The HDF5 raw data pipeline is a complicated beast that handles all aspects of raw data storage and transfer of that data between the file and the application. Data can be stored contiguously (internal or external), in variable size external segments, or regularly chunked; it can be sparse, extendible, and/or compressible. Data transfers must be able to convert from one data space to another, convert from one number type to another, and perform partial I/O operations. Furthermore, applications will expect their common usage of the pipeline to perform well.
To accomplish these goals, the pipeline has been designed in a modular way so no single subroutine is overly complicated and so functionality can be inserted easily at the appropriate locations in the pipeline. A general pipeline was developed and then certain paths through the pipeline were optimized for performance.
We describe only the file-to-memory side of the pipeline since the memory-to-file side is a mirror image. We also assume that a proper hyperslab of a simple data space is being read from the file into a proper hyperslab of a simple data space in memory, and that the data type is a compound type which may require various number conversions on its members.
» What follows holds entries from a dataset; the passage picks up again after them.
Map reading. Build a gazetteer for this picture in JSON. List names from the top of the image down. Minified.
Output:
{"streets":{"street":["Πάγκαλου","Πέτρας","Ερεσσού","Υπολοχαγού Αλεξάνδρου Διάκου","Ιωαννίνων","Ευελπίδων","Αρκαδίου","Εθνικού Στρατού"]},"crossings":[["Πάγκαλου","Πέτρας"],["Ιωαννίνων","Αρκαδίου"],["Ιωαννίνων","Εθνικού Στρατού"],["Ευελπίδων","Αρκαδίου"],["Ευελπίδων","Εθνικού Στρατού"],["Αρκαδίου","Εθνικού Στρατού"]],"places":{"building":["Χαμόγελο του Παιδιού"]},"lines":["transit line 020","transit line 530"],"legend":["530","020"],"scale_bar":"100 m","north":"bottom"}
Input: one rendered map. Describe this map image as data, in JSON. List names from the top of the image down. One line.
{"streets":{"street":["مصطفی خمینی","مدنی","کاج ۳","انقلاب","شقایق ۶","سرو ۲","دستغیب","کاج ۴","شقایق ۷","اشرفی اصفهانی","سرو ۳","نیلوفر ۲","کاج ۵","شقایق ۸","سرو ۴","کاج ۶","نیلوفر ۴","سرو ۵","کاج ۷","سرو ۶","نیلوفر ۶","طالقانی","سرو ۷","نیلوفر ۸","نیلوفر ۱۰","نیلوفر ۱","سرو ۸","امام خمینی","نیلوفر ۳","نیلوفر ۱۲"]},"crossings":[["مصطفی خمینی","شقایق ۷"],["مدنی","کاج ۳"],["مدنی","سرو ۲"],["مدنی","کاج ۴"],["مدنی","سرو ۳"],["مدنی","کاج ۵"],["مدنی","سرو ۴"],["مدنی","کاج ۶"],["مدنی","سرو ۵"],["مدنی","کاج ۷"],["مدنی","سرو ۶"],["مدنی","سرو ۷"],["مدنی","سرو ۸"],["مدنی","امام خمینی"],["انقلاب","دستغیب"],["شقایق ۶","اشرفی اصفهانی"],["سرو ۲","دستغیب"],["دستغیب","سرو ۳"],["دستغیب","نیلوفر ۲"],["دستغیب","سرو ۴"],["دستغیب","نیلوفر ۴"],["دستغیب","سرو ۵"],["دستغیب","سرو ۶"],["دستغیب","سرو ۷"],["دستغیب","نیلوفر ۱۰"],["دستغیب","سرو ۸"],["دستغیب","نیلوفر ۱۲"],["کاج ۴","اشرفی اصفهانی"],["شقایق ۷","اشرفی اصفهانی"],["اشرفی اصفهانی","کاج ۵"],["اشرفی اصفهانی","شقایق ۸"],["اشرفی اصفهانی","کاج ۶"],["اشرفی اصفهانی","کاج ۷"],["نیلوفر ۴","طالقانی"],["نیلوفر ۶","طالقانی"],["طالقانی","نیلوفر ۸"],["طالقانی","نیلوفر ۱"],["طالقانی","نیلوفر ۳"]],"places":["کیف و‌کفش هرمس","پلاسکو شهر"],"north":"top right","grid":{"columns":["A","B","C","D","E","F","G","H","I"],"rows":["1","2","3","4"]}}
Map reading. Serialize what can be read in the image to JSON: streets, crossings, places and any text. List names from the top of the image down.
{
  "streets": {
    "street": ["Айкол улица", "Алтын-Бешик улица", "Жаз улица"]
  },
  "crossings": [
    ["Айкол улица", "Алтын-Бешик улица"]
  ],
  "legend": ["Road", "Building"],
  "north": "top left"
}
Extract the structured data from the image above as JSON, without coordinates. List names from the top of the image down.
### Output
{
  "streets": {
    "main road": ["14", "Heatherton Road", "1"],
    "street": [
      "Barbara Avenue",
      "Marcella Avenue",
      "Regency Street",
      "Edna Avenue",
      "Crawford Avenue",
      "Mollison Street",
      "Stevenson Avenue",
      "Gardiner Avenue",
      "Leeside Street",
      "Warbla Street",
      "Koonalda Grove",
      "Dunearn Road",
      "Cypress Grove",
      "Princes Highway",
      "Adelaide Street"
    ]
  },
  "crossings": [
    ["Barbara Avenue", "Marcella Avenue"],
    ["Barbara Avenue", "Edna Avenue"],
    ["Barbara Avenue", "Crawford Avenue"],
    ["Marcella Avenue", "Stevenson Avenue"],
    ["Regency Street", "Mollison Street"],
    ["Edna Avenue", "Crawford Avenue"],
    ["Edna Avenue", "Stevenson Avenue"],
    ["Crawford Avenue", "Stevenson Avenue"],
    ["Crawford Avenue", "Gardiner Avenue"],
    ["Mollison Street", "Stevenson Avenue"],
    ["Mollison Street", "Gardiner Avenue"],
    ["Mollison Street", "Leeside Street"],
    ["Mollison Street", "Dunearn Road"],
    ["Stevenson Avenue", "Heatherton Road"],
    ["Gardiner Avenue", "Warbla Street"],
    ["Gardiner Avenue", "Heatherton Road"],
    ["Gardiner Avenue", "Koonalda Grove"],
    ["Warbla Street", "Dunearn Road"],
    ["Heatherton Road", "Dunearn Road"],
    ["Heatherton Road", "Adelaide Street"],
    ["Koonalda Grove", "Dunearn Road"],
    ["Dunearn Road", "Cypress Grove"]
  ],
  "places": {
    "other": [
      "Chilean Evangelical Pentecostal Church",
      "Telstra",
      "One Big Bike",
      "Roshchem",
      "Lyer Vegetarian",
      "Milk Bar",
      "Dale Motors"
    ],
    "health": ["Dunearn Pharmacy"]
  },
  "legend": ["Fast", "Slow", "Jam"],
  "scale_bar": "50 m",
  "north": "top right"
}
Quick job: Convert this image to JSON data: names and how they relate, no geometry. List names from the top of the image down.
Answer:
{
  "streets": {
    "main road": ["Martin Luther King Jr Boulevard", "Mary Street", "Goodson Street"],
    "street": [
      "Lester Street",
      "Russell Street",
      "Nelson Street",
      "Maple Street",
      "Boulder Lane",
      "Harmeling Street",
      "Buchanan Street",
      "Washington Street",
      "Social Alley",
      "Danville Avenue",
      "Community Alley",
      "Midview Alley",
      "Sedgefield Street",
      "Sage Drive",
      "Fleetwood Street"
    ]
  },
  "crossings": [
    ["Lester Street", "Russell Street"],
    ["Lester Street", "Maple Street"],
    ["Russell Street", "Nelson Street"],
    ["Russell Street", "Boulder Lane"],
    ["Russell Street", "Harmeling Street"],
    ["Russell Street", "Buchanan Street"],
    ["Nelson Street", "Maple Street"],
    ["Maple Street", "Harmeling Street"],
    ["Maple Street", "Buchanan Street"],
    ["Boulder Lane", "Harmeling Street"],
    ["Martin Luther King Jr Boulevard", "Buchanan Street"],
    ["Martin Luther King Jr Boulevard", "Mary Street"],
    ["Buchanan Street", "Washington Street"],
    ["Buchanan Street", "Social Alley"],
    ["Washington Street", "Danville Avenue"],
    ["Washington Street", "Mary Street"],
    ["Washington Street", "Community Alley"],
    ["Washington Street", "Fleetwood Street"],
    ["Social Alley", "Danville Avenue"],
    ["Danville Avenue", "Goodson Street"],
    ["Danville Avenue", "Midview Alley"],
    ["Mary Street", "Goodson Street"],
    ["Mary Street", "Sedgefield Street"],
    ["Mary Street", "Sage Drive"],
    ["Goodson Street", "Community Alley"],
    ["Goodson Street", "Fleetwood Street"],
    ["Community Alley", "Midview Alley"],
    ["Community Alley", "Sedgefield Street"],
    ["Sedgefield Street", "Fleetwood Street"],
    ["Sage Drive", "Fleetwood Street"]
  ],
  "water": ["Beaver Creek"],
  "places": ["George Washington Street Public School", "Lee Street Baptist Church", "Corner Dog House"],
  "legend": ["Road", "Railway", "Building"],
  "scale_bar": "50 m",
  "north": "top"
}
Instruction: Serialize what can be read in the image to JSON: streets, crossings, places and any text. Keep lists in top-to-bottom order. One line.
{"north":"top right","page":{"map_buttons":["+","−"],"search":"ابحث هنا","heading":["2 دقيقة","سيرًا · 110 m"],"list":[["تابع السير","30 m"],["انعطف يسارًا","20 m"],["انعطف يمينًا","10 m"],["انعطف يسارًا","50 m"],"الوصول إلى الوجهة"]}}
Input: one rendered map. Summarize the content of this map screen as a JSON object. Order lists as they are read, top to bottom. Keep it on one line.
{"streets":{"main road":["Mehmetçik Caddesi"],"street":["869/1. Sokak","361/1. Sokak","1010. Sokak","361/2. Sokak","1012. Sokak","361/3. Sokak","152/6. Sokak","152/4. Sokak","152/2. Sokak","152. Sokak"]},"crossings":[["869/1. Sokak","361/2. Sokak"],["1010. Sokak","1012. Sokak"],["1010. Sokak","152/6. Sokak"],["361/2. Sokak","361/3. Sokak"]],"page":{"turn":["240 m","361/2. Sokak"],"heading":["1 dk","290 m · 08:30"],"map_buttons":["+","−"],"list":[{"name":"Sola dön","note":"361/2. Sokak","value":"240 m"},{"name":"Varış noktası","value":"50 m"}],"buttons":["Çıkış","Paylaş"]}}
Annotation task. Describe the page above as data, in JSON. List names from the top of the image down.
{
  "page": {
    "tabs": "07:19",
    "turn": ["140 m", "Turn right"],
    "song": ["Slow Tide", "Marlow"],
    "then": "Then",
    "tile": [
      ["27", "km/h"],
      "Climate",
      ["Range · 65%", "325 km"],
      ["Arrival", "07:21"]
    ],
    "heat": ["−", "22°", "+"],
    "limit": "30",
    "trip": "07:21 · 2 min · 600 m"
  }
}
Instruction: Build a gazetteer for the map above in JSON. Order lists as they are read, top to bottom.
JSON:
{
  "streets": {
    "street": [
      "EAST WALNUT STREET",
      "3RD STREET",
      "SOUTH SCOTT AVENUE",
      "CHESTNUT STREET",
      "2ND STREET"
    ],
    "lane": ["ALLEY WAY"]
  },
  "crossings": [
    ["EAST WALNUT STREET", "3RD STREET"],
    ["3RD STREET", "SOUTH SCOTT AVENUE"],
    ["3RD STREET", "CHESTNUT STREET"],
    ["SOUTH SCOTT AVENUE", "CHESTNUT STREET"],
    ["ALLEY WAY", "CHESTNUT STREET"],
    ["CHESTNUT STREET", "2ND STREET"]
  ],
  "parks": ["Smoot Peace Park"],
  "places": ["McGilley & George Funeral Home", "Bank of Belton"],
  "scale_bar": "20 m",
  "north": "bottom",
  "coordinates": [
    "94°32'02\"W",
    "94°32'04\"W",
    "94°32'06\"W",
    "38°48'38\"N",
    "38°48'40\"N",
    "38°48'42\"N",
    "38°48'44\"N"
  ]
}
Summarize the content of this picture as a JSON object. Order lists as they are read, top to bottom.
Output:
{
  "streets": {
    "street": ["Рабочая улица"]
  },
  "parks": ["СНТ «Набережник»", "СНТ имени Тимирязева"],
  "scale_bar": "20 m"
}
The diagrams should be read from the top down. The Line A
in the figure above shows that H5Dread()
copies
data from a hyperslab of a file dataset to a hyperslab of an
application buffer by calling H5D_read()
. And
H5D_read()
calls, in a loop,
H5S_simp_fgath()
, H5T_conv_struct()
,
and H5S_simp_mscat()
. A temporary buffer, TCONV, is
loaded with data points from the file, then data type conversion
is performed on the temporary buffer, and finally data points
are scattered out to application memory. Thus, data type
conversion is an in-place operation and data space conversion
consists of two steps. An additional temporary buffer, BKG, is
large enough to hold N instances of the destination
data type where N is the same number of data points
that can be held by the TCONV buffer (which is large enough to
hold either source or destination data points).
The application sets an upper limit for the size of the TCONV
buffer and optionally supplies a buffer. If no buffer is
supplied then one will be created by calling
malloc()
when the pipeline is executed (when
necessary) and freed when the pipeline exits. The size of the
BKG buffer depends on the size of the TCONV buffer and if the
application supplies a BKG buffer it should be at least as large
as the TCONV buffer. The default size for these buffers is one
megabyte but the buffer might not be used to full capacity if
the buffer size is not an integer multiple of the source or
destination data point size (whichever is larger, but only
destination for the BKG buffer).
Occassionally the destination data points will be partially
initialized and the H5Dread()
operation should not
clobber those values. For instance, the destination type might
be a struct with members a
and b
where
a
is already initialized and we're reading
b
from the file. An extra line, G, is added to the
pipeline to provide the type conversion functions with the
existing data.
It will most likely be quite common that no data type conversion is necessary. In such cases a temporary buffer for data type conversion is not needed and data space conversion can happen in a single step. In fact, when the source and destination data are both contiguous (they aren't in the picture) the loop degenerates to a single iteration.
So far we've looked only at internal contiguous storage, but by replacing Line B in Figures 1 and 2 and Line A in Figure 3 with Figure 4 the pipeline is able to handle regularly chunked objects. Line B of Figure 4 is executed once for each chunk which contains data to be read and the chunk address is found by looking at a multi-dimensional key in a chunk B-tree which has one entry per chunk.
If a single chunk is requested and the destination buffer is the same size/shape as the chunk, then the CHUNK buffer is bypassed and the destination buffer is used instead as shown in Figure 5.